PROVIDED DATA =
+++++

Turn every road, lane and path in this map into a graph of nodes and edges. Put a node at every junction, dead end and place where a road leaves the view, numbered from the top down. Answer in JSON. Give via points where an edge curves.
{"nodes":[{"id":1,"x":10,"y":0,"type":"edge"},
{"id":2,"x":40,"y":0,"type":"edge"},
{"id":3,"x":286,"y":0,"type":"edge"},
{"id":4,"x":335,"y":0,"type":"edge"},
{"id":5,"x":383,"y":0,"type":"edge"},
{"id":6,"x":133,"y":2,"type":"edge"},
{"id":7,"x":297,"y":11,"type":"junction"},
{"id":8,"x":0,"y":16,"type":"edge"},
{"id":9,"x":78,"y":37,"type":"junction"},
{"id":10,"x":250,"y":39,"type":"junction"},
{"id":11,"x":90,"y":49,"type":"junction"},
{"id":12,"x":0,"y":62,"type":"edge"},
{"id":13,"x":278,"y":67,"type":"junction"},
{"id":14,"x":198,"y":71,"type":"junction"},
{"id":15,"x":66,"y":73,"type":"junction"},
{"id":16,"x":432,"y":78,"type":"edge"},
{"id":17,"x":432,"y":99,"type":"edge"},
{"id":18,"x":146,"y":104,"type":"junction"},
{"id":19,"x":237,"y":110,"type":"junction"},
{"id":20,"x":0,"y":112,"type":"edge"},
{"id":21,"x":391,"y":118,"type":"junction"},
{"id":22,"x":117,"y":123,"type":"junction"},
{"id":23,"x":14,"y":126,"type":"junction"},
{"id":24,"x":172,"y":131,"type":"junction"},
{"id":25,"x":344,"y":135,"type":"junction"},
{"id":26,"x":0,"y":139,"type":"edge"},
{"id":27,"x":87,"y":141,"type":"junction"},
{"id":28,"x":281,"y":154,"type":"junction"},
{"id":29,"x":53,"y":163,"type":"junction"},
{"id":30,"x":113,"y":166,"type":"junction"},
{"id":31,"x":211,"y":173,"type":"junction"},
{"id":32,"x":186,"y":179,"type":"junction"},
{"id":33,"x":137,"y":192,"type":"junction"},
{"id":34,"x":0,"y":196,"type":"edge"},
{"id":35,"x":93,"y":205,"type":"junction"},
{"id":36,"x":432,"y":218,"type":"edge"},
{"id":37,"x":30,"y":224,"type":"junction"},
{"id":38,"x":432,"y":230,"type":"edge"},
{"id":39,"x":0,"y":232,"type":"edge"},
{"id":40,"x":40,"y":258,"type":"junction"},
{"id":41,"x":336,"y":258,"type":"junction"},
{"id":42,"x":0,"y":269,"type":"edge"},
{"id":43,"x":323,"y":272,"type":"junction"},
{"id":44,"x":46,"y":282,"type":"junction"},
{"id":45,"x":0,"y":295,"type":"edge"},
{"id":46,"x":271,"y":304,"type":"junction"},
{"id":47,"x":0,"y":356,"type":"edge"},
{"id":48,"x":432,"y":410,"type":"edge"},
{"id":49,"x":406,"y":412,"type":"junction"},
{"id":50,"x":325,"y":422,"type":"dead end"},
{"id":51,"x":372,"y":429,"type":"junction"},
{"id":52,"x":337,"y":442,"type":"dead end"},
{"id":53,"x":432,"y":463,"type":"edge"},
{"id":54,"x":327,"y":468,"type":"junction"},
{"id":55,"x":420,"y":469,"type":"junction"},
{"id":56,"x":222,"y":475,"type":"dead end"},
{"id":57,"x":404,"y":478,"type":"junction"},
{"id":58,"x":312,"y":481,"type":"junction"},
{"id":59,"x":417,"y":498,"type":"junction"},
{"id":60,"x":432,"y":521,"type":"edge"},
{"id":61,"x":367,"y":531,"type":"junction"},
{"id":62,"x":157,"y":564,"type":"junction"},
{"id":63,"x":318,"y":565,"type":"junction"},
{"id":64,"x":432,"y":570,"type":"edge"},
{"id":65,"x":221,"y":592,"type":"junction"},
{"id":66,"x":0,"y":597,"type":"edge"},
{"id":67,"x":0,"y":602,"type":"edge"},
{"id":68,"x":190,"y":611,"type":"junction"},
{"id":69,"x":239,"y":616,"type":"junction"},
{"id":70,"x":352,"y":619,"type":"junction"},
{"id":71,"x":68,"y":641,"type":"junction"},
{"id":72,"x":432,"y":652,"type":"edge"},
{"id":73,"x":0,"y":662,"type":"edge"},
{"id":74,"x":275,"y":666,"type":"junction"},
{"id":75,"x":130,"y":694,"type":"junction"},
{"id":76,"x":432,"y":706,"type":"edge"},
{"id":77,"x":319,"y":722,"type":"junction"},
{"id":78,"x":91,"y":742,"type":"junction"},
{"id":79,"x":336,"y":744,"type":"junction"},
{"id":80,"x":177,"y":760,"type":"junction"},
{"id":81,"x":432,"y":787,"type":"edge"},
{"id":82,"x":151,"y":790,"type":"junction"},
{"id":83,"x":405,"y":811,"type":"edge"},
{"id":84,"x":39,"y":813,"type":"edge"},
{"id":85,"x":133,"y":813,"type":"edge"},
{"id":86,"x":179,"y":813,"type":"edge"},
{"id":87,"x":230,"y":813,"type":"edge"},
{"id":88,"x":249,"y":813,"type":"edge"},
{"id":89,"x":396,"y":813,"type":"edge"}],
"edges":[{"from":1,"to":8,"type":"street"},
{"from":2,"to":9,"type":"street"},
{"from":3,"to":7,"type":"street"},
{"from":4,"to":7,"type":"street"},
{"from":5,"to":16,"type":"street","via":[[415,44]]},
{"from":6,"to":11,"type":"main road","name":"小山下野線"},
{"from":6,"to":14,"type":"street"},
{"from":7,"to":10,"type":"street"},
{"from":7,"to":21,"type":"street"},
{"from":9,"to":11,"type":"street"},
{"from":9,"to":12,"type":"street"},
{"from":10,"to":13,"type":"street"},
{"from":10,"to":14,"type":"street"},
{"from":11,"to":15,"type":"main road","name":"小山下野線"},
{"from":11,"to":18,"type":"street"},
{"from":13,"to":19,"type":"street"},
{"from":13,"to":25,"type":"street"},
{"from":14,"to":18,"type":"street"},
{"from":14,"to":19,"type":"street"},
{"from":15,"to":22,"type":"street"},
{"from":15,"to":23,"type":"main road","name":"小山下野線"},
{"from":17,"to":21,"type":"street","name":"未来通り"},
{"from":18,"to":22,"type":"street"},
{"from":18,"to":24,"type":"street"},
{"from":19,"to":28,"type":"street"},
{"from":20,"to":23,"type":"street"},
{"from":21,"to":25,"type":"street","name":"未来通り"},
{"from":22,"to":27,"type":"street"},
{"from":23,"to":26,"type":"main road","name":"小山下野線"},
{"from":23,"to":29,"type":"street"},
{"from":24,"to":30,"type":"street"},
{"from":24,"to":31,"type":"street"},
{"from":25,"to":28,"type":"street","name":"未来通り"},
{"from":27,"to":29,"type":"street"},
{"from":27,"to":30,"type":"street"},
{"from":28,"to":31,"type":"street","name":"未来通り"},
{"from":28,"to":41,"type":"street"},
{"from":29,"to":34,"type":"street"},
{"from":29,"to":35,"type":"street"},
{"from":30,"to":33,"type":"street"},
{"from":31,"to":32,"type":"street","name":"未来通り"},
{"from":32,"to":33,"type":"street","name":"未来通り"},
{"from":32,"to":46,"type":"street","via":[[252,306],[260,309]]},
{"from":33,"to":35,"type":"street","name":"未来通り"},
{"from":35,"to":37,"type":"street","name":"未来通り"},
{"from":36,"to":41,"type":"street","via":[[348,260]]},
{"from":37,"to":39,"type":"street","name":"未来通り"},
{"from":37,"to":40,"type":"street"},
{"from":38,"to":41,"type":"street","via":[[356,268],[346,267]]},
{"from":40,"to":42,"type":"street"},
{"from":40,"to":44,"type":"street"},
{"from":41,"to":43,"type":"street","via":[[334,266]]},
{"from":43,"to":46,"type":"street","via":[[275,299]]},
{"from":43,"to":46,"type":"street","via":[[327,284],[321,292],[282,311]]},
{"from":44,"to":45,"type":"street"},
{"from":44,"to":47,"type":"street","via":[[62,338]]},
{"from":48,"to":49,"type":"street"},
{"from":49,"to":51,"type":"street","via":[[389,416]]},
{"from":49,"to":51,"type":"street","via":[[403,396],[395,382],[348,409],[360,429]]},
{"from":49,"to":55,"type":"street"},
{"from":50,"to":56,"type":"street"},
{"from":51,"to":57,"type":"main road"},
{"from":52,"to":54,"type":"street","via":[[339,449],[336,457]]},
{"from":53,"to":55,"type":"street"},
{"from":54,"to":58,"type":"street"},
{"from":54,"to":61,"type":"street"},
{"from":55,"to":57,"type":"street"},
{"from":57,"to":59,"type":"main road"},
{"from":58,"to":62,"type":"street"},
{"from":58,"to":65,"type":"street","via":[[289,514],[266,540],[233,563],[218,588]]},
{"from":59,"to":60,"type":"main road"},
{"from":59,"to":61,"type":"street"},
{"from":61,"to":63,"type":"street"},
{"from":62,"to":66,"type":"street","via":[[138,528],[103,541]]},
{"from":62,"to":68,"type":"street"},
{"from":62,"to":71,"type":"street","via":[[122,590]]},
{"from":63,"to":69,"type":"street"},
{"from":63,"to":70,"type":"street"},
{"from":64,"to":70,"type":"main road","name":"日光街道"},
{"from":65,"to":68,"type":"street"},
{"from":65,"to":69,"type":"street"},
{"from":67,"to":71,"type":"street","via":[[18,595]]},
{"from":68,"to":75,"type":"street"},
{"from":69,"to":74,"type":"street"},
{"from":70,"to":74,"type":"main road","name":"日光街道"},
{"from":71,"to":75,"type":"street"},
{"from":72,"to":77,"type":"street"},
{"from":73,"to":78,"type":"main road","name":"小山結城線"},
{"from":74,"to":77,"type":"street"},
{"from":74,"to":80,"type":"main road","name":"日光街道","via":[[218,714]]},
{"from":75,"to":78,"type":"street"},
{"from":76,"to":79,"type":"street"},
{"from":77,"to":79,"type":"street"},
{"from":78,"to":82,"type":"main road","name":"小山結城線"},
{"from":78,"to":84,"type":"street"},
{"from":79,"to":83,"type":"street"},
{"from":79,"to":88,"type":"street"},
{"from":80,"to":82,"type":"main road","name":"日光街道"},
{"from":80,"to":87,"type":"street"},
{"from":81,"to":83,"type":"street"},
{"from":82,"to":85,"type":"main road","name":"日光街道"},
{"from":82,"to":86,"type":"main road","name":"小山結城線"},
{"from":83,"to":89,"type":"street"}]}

+++++

ACTION ITEM =
What lines of the listing contain the word "nodes"? Copy them all.

ANSWER SECTION =
Turn every road, lane and path in this map into a graph of nodes and edges. Put a node at every junction, dead end and place where a road leaves the view, numbered from the top down. Answer in JSON. Give via points where an edge curves.
{"nodes":[{"id":1,"x":10,"y":0,"type":"edge"},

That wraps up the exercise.